SAS Viya 3.5 : CAS Action EPCS for SPARK

With SAS Viya3.5 release, there is a new CAS action to improve the performance of data transfer between Spark/Hadoop and CAS. The new CAS action is available with SAS Data Connect accelerator to Hadoop/Spark. A CAS session initiates a continuous SAS Embedded Process for Spark at Hadoop cluster for a list of table data transfer between CAS and Spark/Hadoop.

The EPCS continuous session provides tight integration between CAS and Spark by processing multiple execution requests without having to start and close the EP process for each request. The continuous SAS EP process for Spark at the Hadoop cluster is for each CAS session. The continuous EP process improves the performance of data transfer as it does not have to start a new EP process for each request.
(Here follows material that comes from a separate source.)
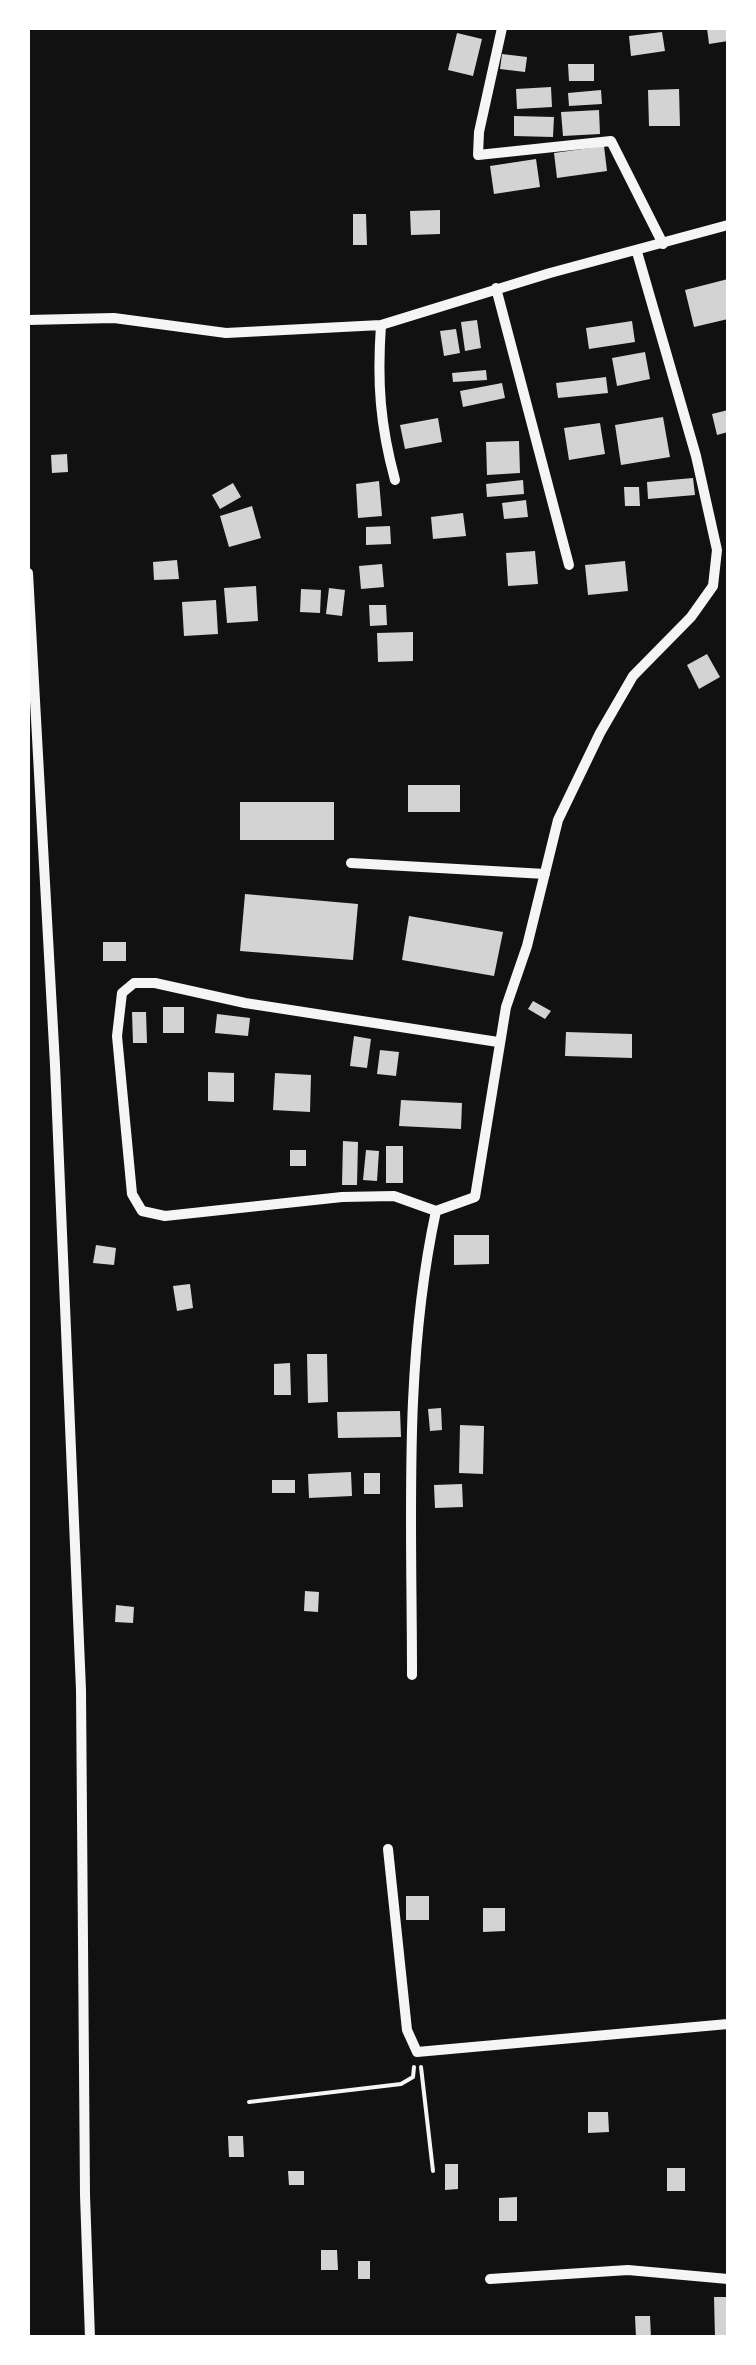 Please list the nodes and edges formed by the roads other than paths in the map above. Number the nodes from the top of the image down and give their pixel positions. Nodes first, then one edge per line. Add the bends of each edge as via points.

The initial resources allocated once at the hadoop cluster and subsequent Spark request utilize it.

List of CAS actions for SAS Embedded Process for Spark:

startSparkEP - to start SAS EP for Spark continuous session.
stopSparkEP - to stop SAS EP for Spark continuous session.

Pre-requisites:

SAS Data Connect Accelerator to Hadoop/Spark installed at CAS nodes.
SAS EP installed at Hadoop cluster.
Spark-2 and hive metastore available at hadoop cluster.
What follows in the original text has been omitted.